- What is expected -
What lines of the data below hold the string "street"? Copy each one.

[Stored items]
■ ■ ■

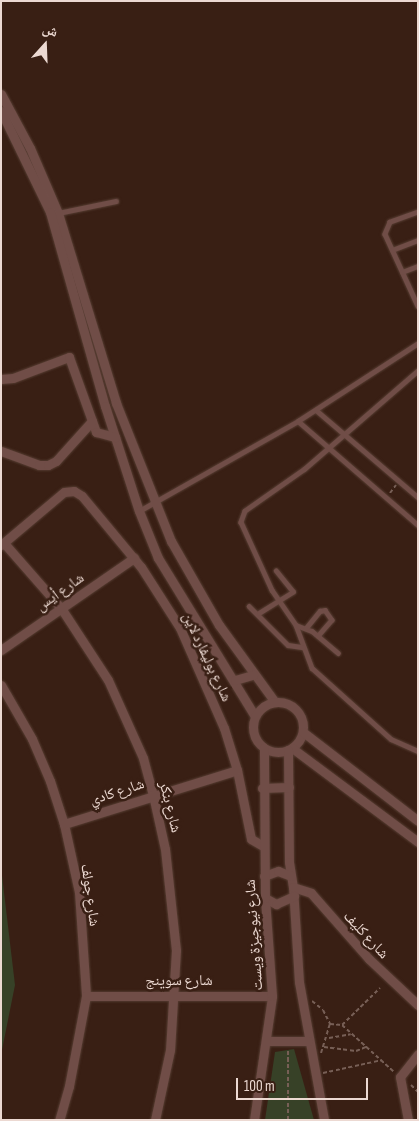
<!DOCTYPE html>
<meta charset="utf-8">
<style>
body{margin:0}
#map{position:relative;width:419px;height:1121px;overflow:hidden;background:#391f14;font-family:"Sofia Sans Condensed","Noto Naskh Arabic",sans-serif}
div>[style]{position:absolute}
.green>*{inset:0;background:#374127}
.path>*{height:2px;margin-top:-1px;transform-origin:0;background:repeating-linear-gradient(90deg,#775f56 0 4px,transparent 0 6.5px)}
.roads{filter:drop-shadow(0 0 1px #563d32) drop-shadow(0 0 1px #563d32)}
.lane>*{height:4.5px;margin:-2.25px;padding:0 2.25px;transform-origin:2.25px;border-radius:2.25px;background:#704d47}
.street>*{height:9px;margin:-4.5px;padding:0 4.5px;transform-origin:4.5px;border-radius:4.5px;background:#704d47}
.street>.ring{margin:-4.5px;padding:0;box-sizing:content-box;background:none;border:9px solid #704d47;border-radius:50%}
span{translate:-50% -50%;white-space:nowrap;text-align:center;line-height:1.15;-webkit-text-stroke:5px #391f14;paint-order:stroke}
.street-label{font-size:15px;color:#ecd9d2}
.frame{position:absolute;inset:0;border:2px solid #ecd9d2;pointer-events:none}
.north{position:absolute;left:20px;top:20px;width:50px;height:50px;-webkit-text-stroke:4px #391f14;paint-order:stroke;rotate:20deg;font-size:14px;font-weight:700;line-height:20px;text-align:center;color:#ecd9d2}
.north::after{content:'';display:block;margin:auto;width:18px;height:22px;background:#ecd9d2;clip-path:polygon(50% 0,100% 100%,50% 72%,0 100%)}
.scale{position:absolute;left:236px;top:1078px;width:132px;height:22px;box-sizing:border-box;border:2px solid #ecd9d2;border-top:0;padding-left:6px;font-size:15px;line-height:18px;white-space:nowrap;color:#ecd9d2;-webkit-text-stroke:4px #391f14;paint-order:stroke}
</style>
<div id="map">
<div class="green">
<i style="clip-path:polygon(1px 867px,15px 985px,1px 1055px)"></i>
<i style="clip-path:polygon(294px 1049px,314px 1120px,265px 1120px,275px 1052px)"></i>
</div>
<div class="path">
<i style="left:390px;top:493px;width:10px;rotate:-53deg"></i>
<i style="left:312px;top:1001px;width:14px;rotate:39deg"></i>
<i style="left:323px;top:1010px;width:16px;rotate:63deg"></i>
<i style="left:330px;top:1024px;width:12px;rotate:5deg"></i>
<i style="left:342px;top:1025px;width:69px;rotate:42deg"></i>
<i style="left:342px;top:1025px;width:53px;rotate:-44.2deg"></i>
<i style="left:329px;top:1038px;width:22px;rotate:-10deg"></i>
<i style="left:324px;top:1047px;width:32px;rotate:7deg"></i>
<i style="left:356px;top:1051px;width:11px;rotate:-22deg"></i>
<i style="left:321px;top:1053px;width:30px;rotate:-73deg"></i>
<i style="left:323px;top:1073px;width:60px;rotate:-12.4deg"></i>
<i style="left:411px;top:1085px;width:10px;rotate:45deg"></i>
<i style="left:288px;top:1120px;width:70px;rotate:-90deg"></i>
</div>
<div class="roads">
<div class="lane">
<i style="left:418px;top:212px;width:30px;rotate:160deg"></i>
<i style="left:390px;top:222px;width:13px;rotate:113deg"></i>
<i style="left:385px;top:234px;width:79px;rotate:65.4deg"></i>
<i style="left:58px;top:213px;width:59px;rotate:-11.7deg"></i>
<i style="left:392px;top:250px;width:28px;rotate:-21deg"></i>
<i style="left:402px;top:272px;width:17px;rotate:-21deg"></i>
<i style="left:418px;top:371px;width:150px;rotate:139.1deg"></i>
<i style="left:305px;top:469px;width:73px;rotate:145deg"></i>
<i style="left:245px;top:511px;width:12px;rotate:110deg"></i>
<i style="left:241px;top:522px;width:75px;rotate:65.5deg"></i>
<i style="left:272px;top:590px;width:42px;rotate:55.6deg"></i>
<i style="left:296px;top:625px;width:46px;rotate:69.6deg"></i>
<i style="left:312px;top:668px;width:106px;rotate:41.9deg"></i>
<i style="left:391px;top:739px;width:30px;rotate:24deg"></i>
<i style="left:316px;top:410px;width:134px;rotate:40.5deg"></i>
<i style="left:298px;top:421px;width:159px;rotate:40.9deg"></i>
<i style="left:139px;top:511px;width:183px;rotate:-29.5deg"></i>
<i style="left:298px;top:421px;width:143px;rotate:-33deg"></i>
<i style="left:249px;top:606px;width:55px;rotate:45deg"></i>
<i style="left:288px;top:645px;width:15px;rotate:8deg"></i>
<i style="left:259px;top:613px;width:40px;rotate:-32deg"></i>
<i style="left:293px;top:592px;width:27px;rotate:-129deg"></i>
<i style="left:296px;top:625px;width:17px;rotate:21deg"></i>
<i style="left:312px;top:631px;width:34px;rotate:40deg"></i>
<i style="left:306px;top:628px;width:22px;rotate:-51deg"></i>
<i style="left:320px;top:611px;width:5px;rotate:-11deg"></i>
<i style="left:325px;top:610px;width:12px;rotate:55deg"></i>
<i style="left:332px;top:620px;width:21px;rotate:131deg"></i>
</div>
<div class="street">
<i style="left:1px;top:94px;width:61px;rotate:61.8deg"></i>
<i style="left:30px;top:148px;width:71px;rotate:66.7deg"></i>
<i style="left:58px;top:213px;width:199px;rotate:73deg"></i>
<i style="left:116px;top:403px;width:149px;rotate:68.3deg"></i>
<i style="left:171px;top:541px;width:97px;rotate:60.3deg"></i>
<i style="left:219px;top:625px;width:95px;rotate:54deg"></i>
<i style="left:1px;top:111px;width:112px;rotate:64.1deg"></i>
<i style="left:50px;top:212px;width:202px;rotate:74.2deg"></i>
<i style="left:105px;top:406px;width:110px;rotate:72.1deg"></i>
<i style="left:139px;top:511px;width:51px;rotate:68deg"></i>
<i style="left:158px;top:558px;width:185px;rotate:58.5deg"></i>
<i style="left:1px;top:379px;width:12px;rotate:-5deg"></i>
<i style="left:13px;top:378px;width:60px;rotate:-20.6deg"></i>
<i style="left:69px;top:357px;width:80px;rotate:70.2deg"></i>
<i style="left:96px;top:432px;width:20px;rotate:15deg"></i>
<i style="left:1px;top:451px;width:40px;rotate:20.2deg"></i>
<i style="left:39px;top:465px;width:9px"></i>
<i style="left:48px;top:465px;width:9px;rotate:-27deg"></i>
<i style="left:56px;top:461px;width:54px;rotate:-48deg"></i>
<i style="left:4px;top:543px;width:86px;rotate:48.8deg"></i>
<i style="left:61px;top:608px;width:86px;rotate:56.9deg"></i>
<i style="left:108px;top:680px;width:85px;rotate:65.8deg"></i>
<i style="left:143px;top:758px;width:38px;rotate:75deg"></i>
<i style="left:153px;top:795px;width:55px;rotate:77.5deg"></i>
<i style="left:165px;top:849px;width:102px;rotate:83.8deg"></i>
<i style="left:176px;top:950px;width:100px;rotate:93.4deg"></i>
<i style="left:170px;top:1050px;width:72px;rotate:102.1deg"></i>
<i style="left:1px;top:545px;width:82px;rotate:-40.1deg"></i>
<i style="left:64px;top:492px;width:10px;rotate:-6deg"></i>
<i style="left:74px;top:491px;width:9px;rotate:32deg"></i>
<i style="left:82px;top:496px;width:92px;rotate:50.3deg"></i>
<i style="left:141px;top:567px;width:72px;rotate:57.4deg"></i>
<i style="left:180px;top:628px;width:109px;rotate:66.3deg"></i>
<i style="left:224px;top:728px;width:44px;rotate:72.8deg"></i>
<i style="left:237px;top:770px;width:70px;rotate:78.5deg"></i>
<i style="left:251px;top:839px;width:14px;rotate:30deg"></i>
<i style="left:1px;top:650px;width:162px;rotate:-34.7deg"></i>
<i style="left:235px;top:680px;width:19px;rotate:-16deg"></i>
<i style="left:1px;top:685px;width:62px;rotate:60.1deg"></i>
<i style="left:32px;top:739px;width:46px;rotate:66.8deg"></i>
<i style="left:50px;top:781px;width:45px;rotate:72deg"></i>
<i style="left:64px;top:824px;width:70px;rotate:77.6deg"></i>
<i style="left:79px;top:892px;width:104px;rotate:86.1deg"></i>
<i style="left:86px;top:996px;width:92px;rotate:100.7deg"></i>
<i style="left:69px;top:1086px;width:35px;rotate:106deg"></i>
<i class="ring" style="left:253px;top:702px;width:41px;height:41px"></i>
<i style="left:303px;top:732px;width:145px;rotate:37.7deg"></i>
<i style="left:292px;top:748px;width:157px;rotate:36.7deg"></i>
<i style="left:288px;top:750px;width:112px;rotate:89.5deg"></i>
<i style="left:289px;top:862px;width:25px;rotate:81deg"></i>
<i style="left:293px;top:887px;width:95px;rotate:86.4deg"></i>
<i style="left:299px;top:982px;width:140px;rotate:79.7deg"></i>
<i style="left:262px;top:788px;width:27px;rotate:-2deg"></i>
<i style="left:64px;top:824px;width:181px;rotate:-17.3deg"></i>
<i style="left:264px;top:876px;width:15px;rotate:-20deg"></i>
<i style="left:278px;top:871px;width:14px;rotate:21deg"></i>
<i style="left:293px;top:887px;width:19px;rotate:18deg"></i>
<i style="left:311px;top:893px;width:88px;rotate:48.7deg"></i>
<i style="left:369px;top:959px;width:67px;rotate:43.2deg"></i>
<i style="left:265px;top:898px;width:13px;rotate:29deg"></i>
<i style="left:276px;top:904px;width:20px;rotate:-24deg"></i>
<i style="left:86px;top:996px;width:186px"></i>
<i style="left:268px;top:1041px;width:40px"></i>
<i style="left:254px;top:1120px;width:125px;rotate:-81.7deg"></i>
<i style="left:272px;top:996px;width:98px;rotate:-94.1deg"></i>
<i style="left:265px;top:898px;width:150px;rotate:-90.4deg"></i>
<i style="left:408px;top:1120px;width:44px;rotate:-100.5deg"></i>
<i style="left:400px;top:1077px;width:29px;rotate:-52deg"></i>
</div>
</div>
<div class="street-label">
<span style="left:60px;top:592px;rotate:-35deg">شارع أيس</span>
<span style="left:207px;top:657px;rotate:65deg">شارع بوليفارد لاين</span>
<span style="left:117px;top:792px;rotate:-18deg">شارع كادي</span>
<span style="left:170px;top:807px;rotate:76deg">شارع بنكر</span>
<span style="left:90px;top:895px;rotate:82deg">شارع جولف</span>
<span style="left:254px;top:935px;rotate:-94deg">شارع نيوجيزة ويست</span>
<span style="left:366px;top:935px;rotate:47deg">شارع كليف</span>
<span style="left:179px;top:981px">شارع سوينج</span>
</div>
<div class="frame"></div>
<div class="north">ش</div>
<div class="scale">100 m</div>
</div>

■ ■ ■

- Answer to this problem -
.street>*{height:9px;margin:-4.5px;padding:0 4.5px;transform-origin:4.5px;border-radius:4.5px;background:#704d47}
.street>.ring{margin:-4.5px;padding:0;box-sizing:content-box;background:none;border:9px solid #704d47;border-radius:50%}
.street-label{font-size:15px;color:#ecd9d2}
<div class="street">
<div class="street-label">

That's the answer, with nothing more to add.